Filter the entries below, keeping every line that has the word "República".

Collection entries:
——

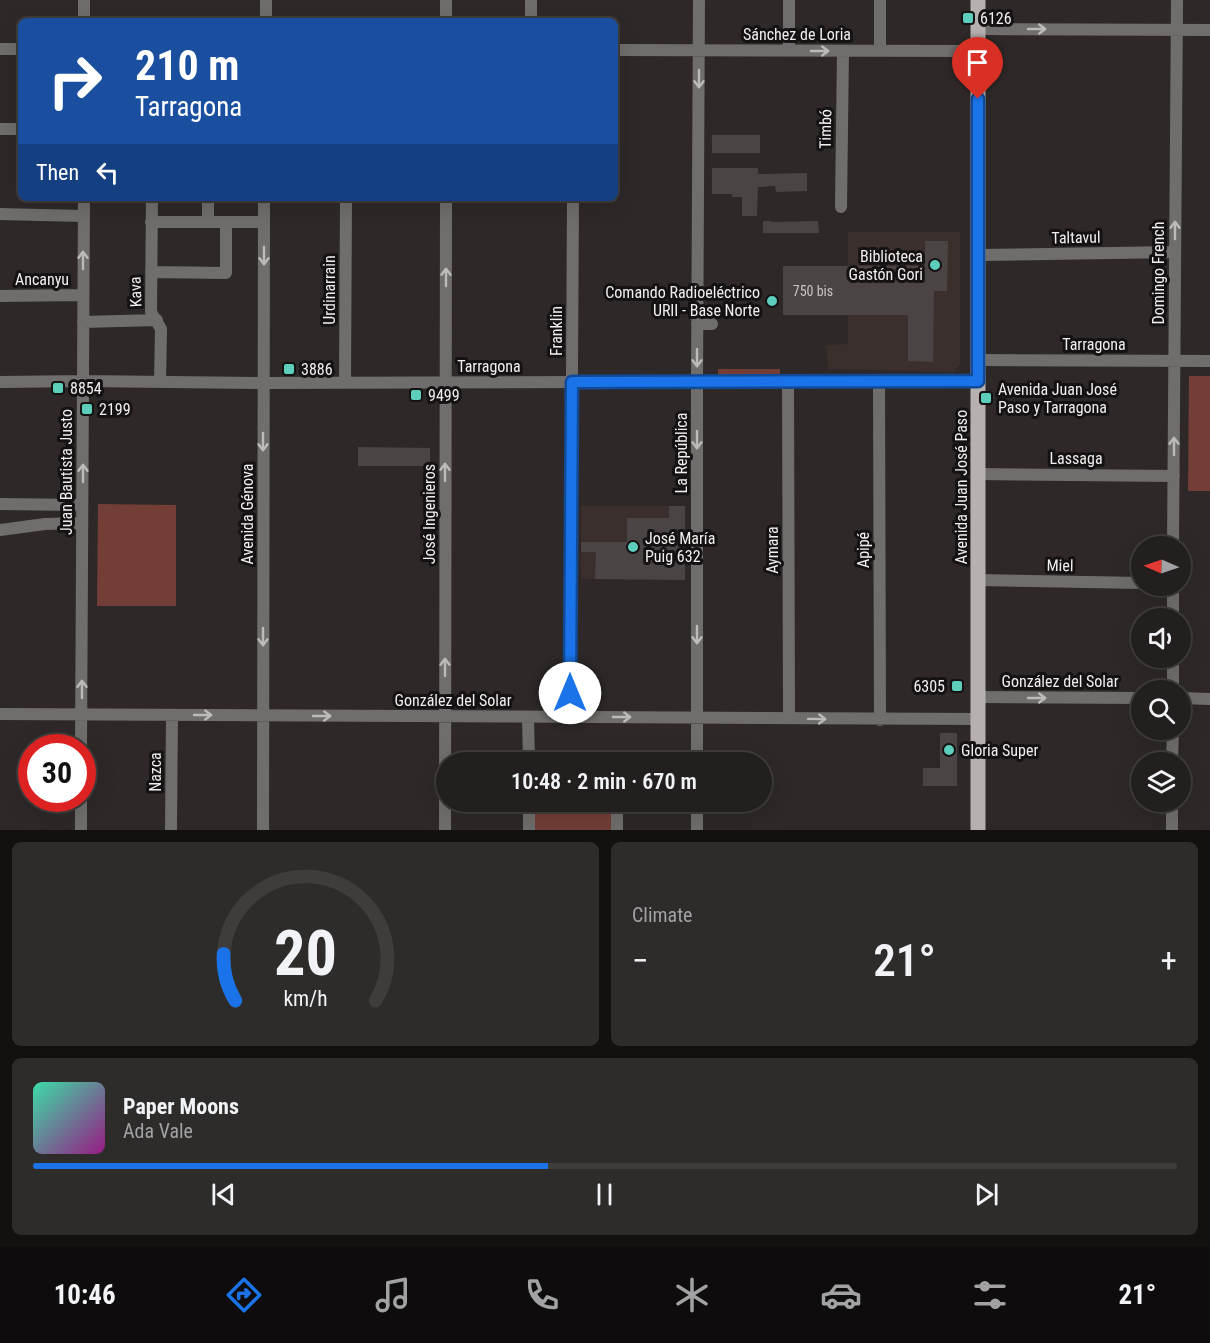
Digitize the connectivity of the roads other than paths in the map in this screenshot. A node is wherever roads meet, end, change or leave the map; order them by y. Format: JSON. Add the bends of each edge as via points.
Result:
{"nodes":[{"id":1,"x":84,"y":0,"type":"edge"},
{"id":2,"x":266,"y":0,"type":"edge"},
{"id":3,"x":446,"y":0,"type":"edge"},
{"id":4,"x":531,"y":0,"type":"edge"},
{"id":5,"x":699,"y":0,"type":"edge"},
{"id":6,"x":789,"y":0,"type":"edge"},
{"id":7,"x":880,"y":0,"type":"edge"},
{"id":8,"x":978,"y":0,"type":"edge"},
{"id":9,"x":1176,"y":0,"type":"edge"},
{"id":10,"x":84,"y":18,"type":"edge"},
{"id":11,"x":266,"y":18,"type":"edge"},
{"id":12,"x":446,"y":18,"type":"edge"},
{"id":13,"x":531,"y":18,"type":"edge"},
{"id":14,"x":978,"y":29,"type":"junction"},
{"id":15,"x":1176,"y":29,"type":"junction"},
{"id":16,"x":1210,"y":30,"type":"edge"},
{"id":17,"x":0,"y":49,"type":"edge"},
{"id":18,"x":18,"y":49,"type":"edge"},
{"id":19,"x":618,"y":50,"type":"edge"},
{"id":20,"x":699,"y":51,"type":"junction"},
{"id":21,"x":789,"y":51,"type":"junction"},
{"id":22,"x":843,"y":51,"type":"junction"},
{"id":23,"x":880,"y":51,"type":"junction"},
{"id":24,"x":978,"y":51,"type":"junction"},
{"id":25,"x":0,"y":129,"type":"edge"},
{"id":26,"x":18,"y":129,"type":"edge"},
{"id":27,"x":84,"y":201,"type":"edge"},
{"id":28,"x":152,"y":201,"type":"edge"},
{"id":29,"x":208,"y":201,"type":"edge"},
{"id":30,"x":264,"y":201,"type":"edge"},
{"id":31,"x":346,"y":201,"type":"edge"},
{"id":32,"x":446,"y":201,"type":"edge"},
{"id":33,"x":573,"y":201,"type":"edge"},
{"id":34,"x":841,"y":207,"type":"dead end"},
{"id":35,"x":0,"y":214,"type":"edge"},
{"id":36,"x":84,"y":216,"type":"junction"},
{"id":37,"x":151,"y":222,"type":"junction"},
{"id":38,"x":208,"y":222,"type":"junction"},
{"id":39,"x":226,"y":222,"type":"junction"},
{"id":40,"x":264,"y":222,"type":"junction"},
{"id":41,"x":1175,"y":252,"type":"junction"},
{"id":42,"x":978,"y":255,"type":"junction"},
{"id":43,"x":151,"y":272,"type":"junction"},
{"id":44,"x":83,"y":295,"type":"junction"},
{"id":45,"x":0,"y":296,"type":"edge"},
{"id":46,"x":157,"y":320,"type":"junction"},
{"id":47,"x":83,"y":322,"type":"junction"},
{"id":48,"x":697,"y":324,"type":"junction"},
{"id":49,"x":712,"y":324,"type":"dead end"},
{"id":50,"x":978,"y":360,"type":"junction"},
{"id":51,"x":1174,"y":361,"type":"junction"},
{"id":52,"x":1210,"y":361,"type":"edge"},
{"id":53,"x":83,"y":381,"type":"junction"},
{"id":54,"x":788,"y":381,"type":"junction"},
{"id":55,"x":879,"y":381,"type":"junction"},
{"id":56,"x":978,"y":381,"type":"junction"},
{"id":57,"x":0,"y":382,"type":"edge"},
{"id":58,"x":160,"y":382,"type":"junction"},
{"id":59,"x":446,"y":382,"type":"junction"},
{"id":60,"x":572,"y":382,"type":"junction"},
{"id":61,"x":697,"y":382,"type":"junction"},
{"id":62,"x":263,"y":383,"type":"junction"},
{"id":63,"x":345,"y":383,"type":"junction"},
{"id":64,"x":978,"y":474,"type":"junction"},
{"id":65,"x":1174,"y":476,"type":"junction"},
{"id":66,"x":0,"y":504,"type":"edge"},
{"id":67,"x":82,"y":504,"type":"junction"},
{"id":68,"x":82,"y":523,"type":"junction"},
{"id":69,"x":0,"y":530,"type":"edge"},
{"id":70,"x":1173,"y":536,"type":"edge"},
{"id":71,"x":978,"y":580,"type":"junction"},
{"id":72,"x":1131,"y":583,"type":"edge"},
{"id":73,"x":978,"y":697,"type":"junction"},
{"id":74,"x":1131,"y":698,"type":"edge"},
{"id":75,"x":1191,"y":698,"type":"edge"},
{"id":76,"x":1210,"y":699,"type":"edge"},
{"id":77,"x":0,"y":714,"type":"edge"},
{"id":78,"x":82,"y":714,"type":"junction"},
{"id":79,"x":172,"y":715,"type":"junction"},
{"id":80,"x":263,"y":716,"type":"junction"},
{"id":81,"x":445,"y":717,"type":"junction"},
{"id":82,"x":528,"y":717,"type":"junction"},
{"id":83,"x":570,"y":717,"type":"junction"},
{"id":84,"x":697,"y":718,"type":"junction"},
{"id":85,"x":789,"y":718,"type":"junction"},
{"id":86,"x":978,"y":719,"type":"junction"},
{"id":87,"x":880,"y":720,"type":"junction"},
{"id":88,"x":81,"y":734,"type":"edge"},
{"id":89,"x":529,"y":752,"type":"edge"},
{"id":90,"x":697,"y":752,"type":"edge"},
{"id":91,"x":81,"y":812,"type":"edge"},
{"id":92,"x":529,"y":812,"type":"edge"},
{"id":93,"x":617,"y":812,"type":"edge"},
{"id":94,"x":697,"y":812,"type":"edge"},
{"id":95,"x":1172,"y":812,"type":"edge"},
{"id":96,"x":81,"y":830,"type":"edge"},
{"id":97,"x":171,"y":830,"type":"edge"},
{"id":98,"x":263,"y":830,"type":"edge"},
{"id":99,"x":445,"y":830,"type":"edge"},
{"id":100,"x":529,"y":830,"type":"edge"},
{"id":101,"x":617,"y":830,"type":"edge"},
{"id":102,"x":697,"y":830,"type":"edge"},
{"id":103,"x":978,"y":830,"type":"edge"},
{"id":104,"x":1172,"y":830,"type":"edge"}],
"edges":[{"from":1,"to":10,"type":"street"},
{"from":2,"to":11,"type":"street"},
{"from":3,"to":12,"type":"street"},
{"from":4,"to":13,"type":"street"},
{"from":5,"to":20,"type":"street","name":"La República"},
{"from":6,"to":21,"type":"street"},
{"from":7,"to":23,"type":"street"},
{"from":8,"to":14,"type":"main road","name":"Avenida Juan José Paso"},
{"from":9,"to":15,"type":"street","name":"Domingo French"},
{"from":14,"to":15,"type":"street","one_way":true},
{"from":14,"to":24,"type":"main road","name":"Avenida Juan José Paso"},
{"from":15,"to":16,"type":"street"},
{"from":41,"to":15,"type":"street","name":"Domingo French","one_way":true},
{"from":17,"to":18,"type":"street"},
{"from":19,"to":20,"type":"street","name":"Sánchez de Loria"},
{"from":20,"to":21,"type":"street","name":"Sánchez de Loria"},
{"from":20,"to":48,"type":"street","name":"La República","one_way":true,"via":[[693,121]]},
{"from":21,"to":22,"type":"street","name":"Sánchez de Loria","one_way":true},
{"from":22,"to":23,"type":"street","name":"Sánchez de Loria"},
{"from":22,"to":34,"type":"street","name":"Timbó"},
{"from":23,"to":24,"type":"street","name":"Sánchez de Loria"},
{"from":24,"to":42,"type":"main road","name":"Avenida Juan José Paso"},
{"from":25,"to":26,"type":"street"},
{"from":27,"to":36,"type":"street","name":"Juan Bautista Justo"},
{"from":28,"to":37,"type":"street","name":"Kava"},
{"from":29,"to":38,"type":"street"},
{"from":30,"to":40,"type":"street","name":"Avenida Génova"},
{"from":31,"to":63,"type":"street","name":"Urdinarrain"},
{"from":59,"to":32,"type":"street","name":"José Ingenieros","one_way":true},
{"from":33,"to":60,"type":"street","name":"Franklin"},
{"from":35,"to":36,"type":"street"},
{"from":44,"to":36,"type":"street","name":"Juan Bautista Justo","one_way":true},
{"from":37,"to":38,"type":"street"},
{"from":37,"to":43,"type":"street","name":"Kava"},
{"from":38,"to":39,"type":"street"},
{"from":39,"to":40,"type":"street"},
{"from":39,"to":43,"type":"street","via":[[226,273]]},
{"from":40,"to":62,"type":"street","name":"Avenida Génova","one_way":true},
{"from":41,"to":42,"type":"street","name":"Taltavul"},
{"from":41,"to":51,"type":"street","name":"Domingo French"},
{"from":42,"to":50,"type":"main road","name":"Avenida Juan José Paso"},
{"from":43,"to":46,"type":"street","name":"Kava","via":[[151,312]]},
{"from":44,"to":45,"type":"street","name":"Ancanyu"},
{"from":44,"to":47,"type":"street","name":"Juan Bautista Justo"},
{"from":46,"to":47,"type":"street"},
{"from":46,"to":58,"type":"street","name":"Kava","via":[[161,328]]},
{"from":47,"to":53,"type":"street","name":"Juan Bautista Justo"},
{"from":48,"to":49,"type":"street"},
{"from":48,"to":61,"type":"street","name":"La República","one_way":true},
{"from":50,"to":51,"type":"street","name":"Tarragona"},
{"from":50,"to":56,"type":"main road","name":"Avenida Juan José Paso"},
{"from":51,"to":52,"type":"street","name":"Tarragona"},
{"from":65,"to":51,"type":"street","name":"Domingo French","one_way":true},
{"from":53,"to":57,"type":"street","name":"Tarragona"},
{"from":53,"to":58,"type":"street","name":"Tarragona"},
{"from":67,"to":53,"type":"street","name":"Juan Bautista Justo","one_way":true},
{"from":54,"to":55,"type":"street","name":"Tarragona"},
{"from":54,"to":61,"type":"street","name":"Tarragona"},
{"from":54,"to":85,"type":"street","name":"Aymara"},
{"from":55,"to":56,"type":"street","name":"Tarragona"},
{"from":55,"to":87,"type":"street","name":"Apipé"},
{"from":56,"to":64,"type":"main road","name":"Avenida Juan José Paso"},
{"from":58,"to":62,"type":"street","name":"Tarragona"},
{"from":59,"to":60,"type":"street","name":"Tarragona"},
{"from":59,"to":63,"type":"street","name":"Tarragona"},
{"from":81,"to":59,"type":"street","name":"José Ingenieros","one_way":true},
{"from":60,"to":61,"type":"street","name":"Tarragona"},
{"from":60,"to":83,"type":"street","name":"Franklin"},
{"from":61,"to":84,"type":"street","name":"La República","one_way":true},
{"from":62,"to":63,"type":"street","name":"Tarragona"},
{"from":62,"to":80,"type":"street","name":"Avenida Génova","one_way":true},
{"from":64,"to":65,"type":"street","name":"Lassaga"},
{"from":64,"to":71,"type":"main road","name":"Avenida Juan José Paso"},
{"from":65,"to":70,"type":"street","name":"Domingo French"},
{"from":66,"to":67,"type":"street"},
{"from":67,"to":68,"type":"street","name":"Juan Bautista Justo"},
{"from":68,"to":69,"type":"street"},
{"from":78,"to":68,"type":"street","name":"Juan Bautista Justo","one_way":true},
{"from":71,"to":72,"type":"street","name":"Miel"},
{"from":71,"to":73,"type":"main road","name":"Avenida Juan José Paso"},
{"from":73,"to":74,"type":"street","name":"González del Solar","one_way":true},
{"from":73,"to":86,"type":"main road","name":"Avenida Juan José Paso"},
{"from":75,"to":76,"type":"street"},
{"from":77,"to":78,"type":"street","name":"González del Solar"},
{"from":78,"to":79,"type":"street","name":"González del Solar"},
{"from":78,"to":88,"type":"street","name":"Juan Bautista Justo"},
{"from":79,"to":80,"type":"street","name":"González del Solar","one_way":true},
{"from":79,"to":97,"type":"street","name":"Nazca"},
{"from":80,"to":81,"type":"street","name":"González del Solar","one_way":true},
{"from":80,"to":98,"type":"street","name":"Avenida Génova"},
{"from":81,"to":82,"type":"street","name":"González del Solar"},
{"from":81,"to":99,"type":"street","name":"José Ingenieros"},
{"from":82,"to":83,"type":"street","name":"González del Solar"},
{"from":82,"to":89,"type":"street"},
{"from":83,"to":84,"type":"street","name":"González del Solar","one_way":true},
{"from":84,"to":85,"type":"street","name":"González del Solar"},
{"from":84,"to":90,"type":"street","name":"La República"},
{"from":85,"to":87,"type":"street","name":"González del Solar","one_way":true},
{"from":86,"to":87,"type":"street","name":"González del Solar"},
{"from":86,"to":103,"type":"main road","name":"Avenida Juan José Paso"},
{"from":91,"to":96,"type":"street"},
{"from":92,"to":100,"type":"street"},
{"from":93,"to":101,"type":"street"},
{"from":94,"to":102,"type":"street"},
{"from":95,"to":104,"type":"street"}]}
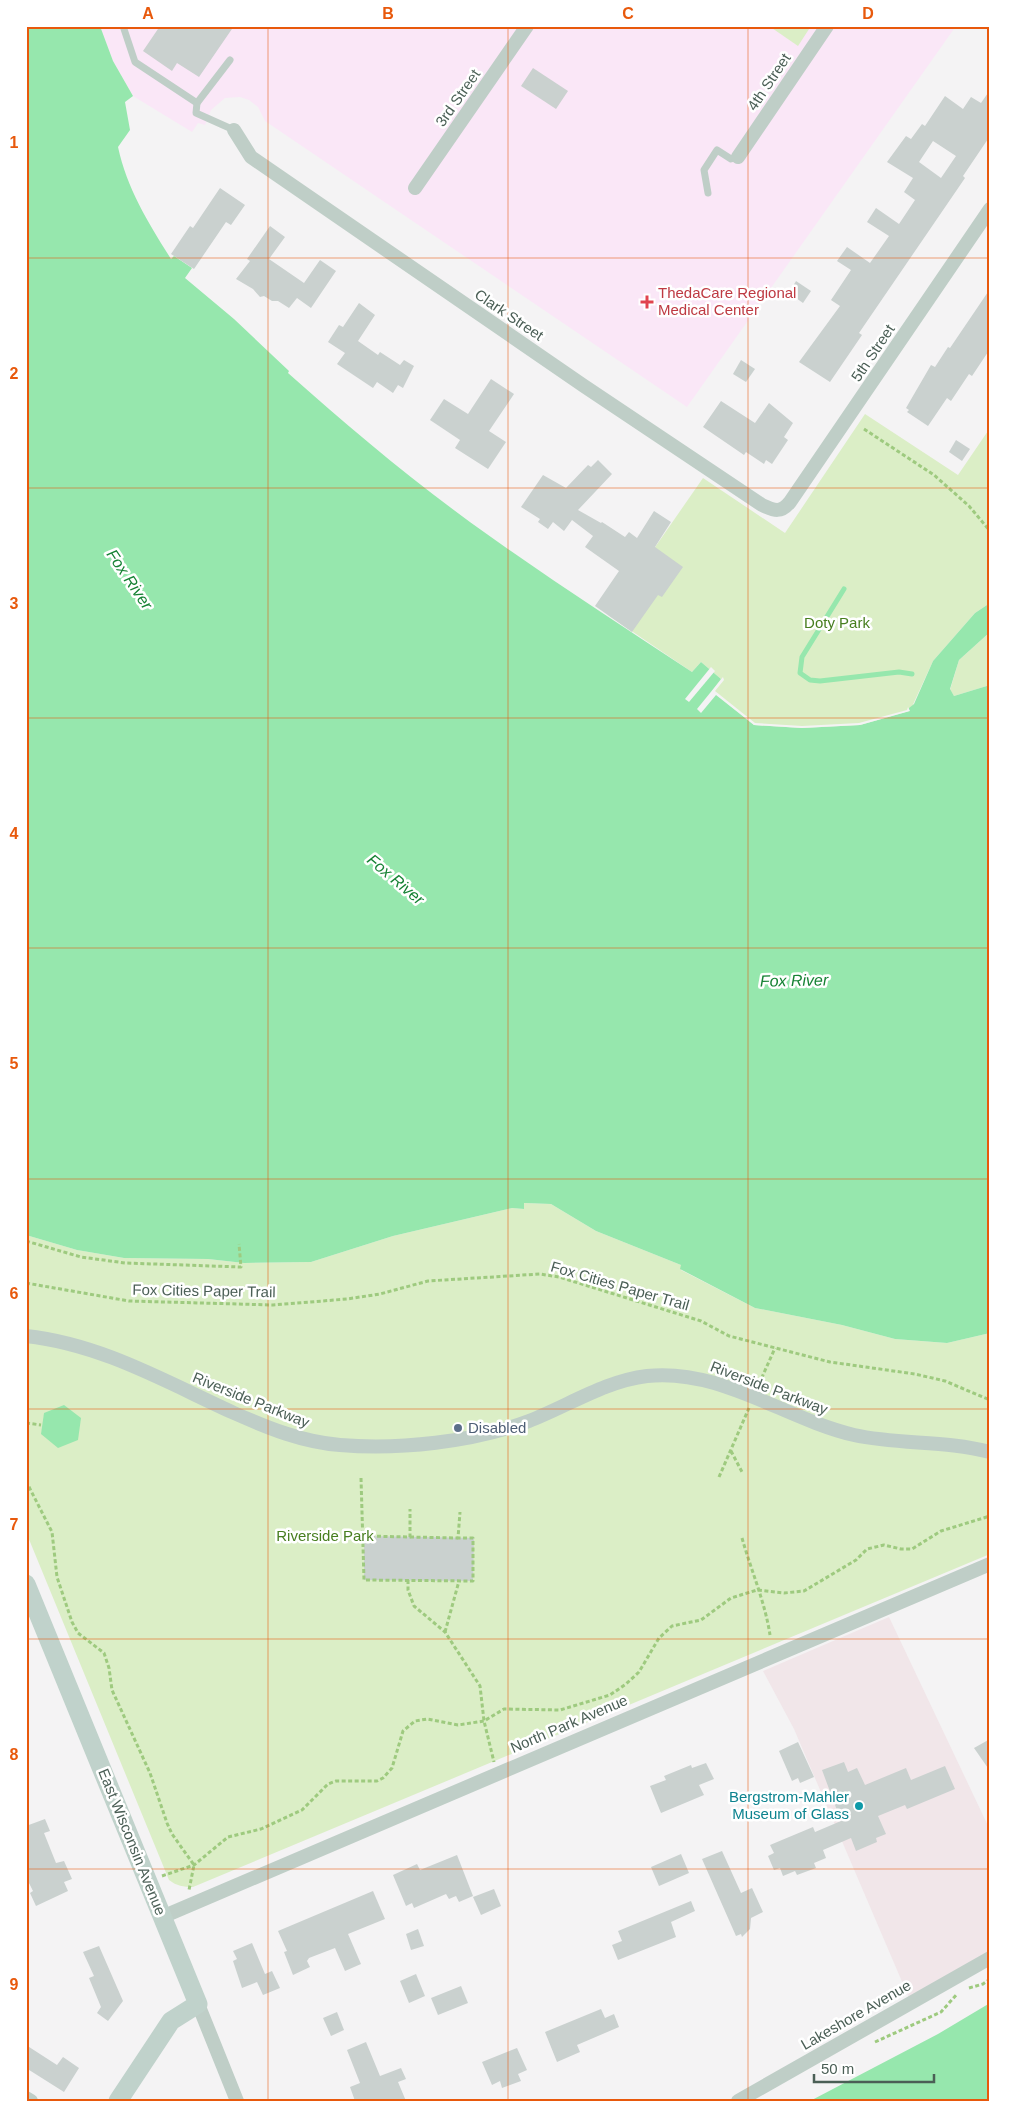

——

Output below>
{"from":5,"to":20,"type":"street","name":"La República"},
{"from":20,"to":48,"type":"street","name":"La República","one_way":true,"via":[[693,121]]},
{"from":48,"to":61,"type":"street","name":"La República","one_way":true},
{"from":61,"to":84,"type":"street","name":"La República","one_way":true},
{"from":84,"to":90,"type":"street","name":"La República"},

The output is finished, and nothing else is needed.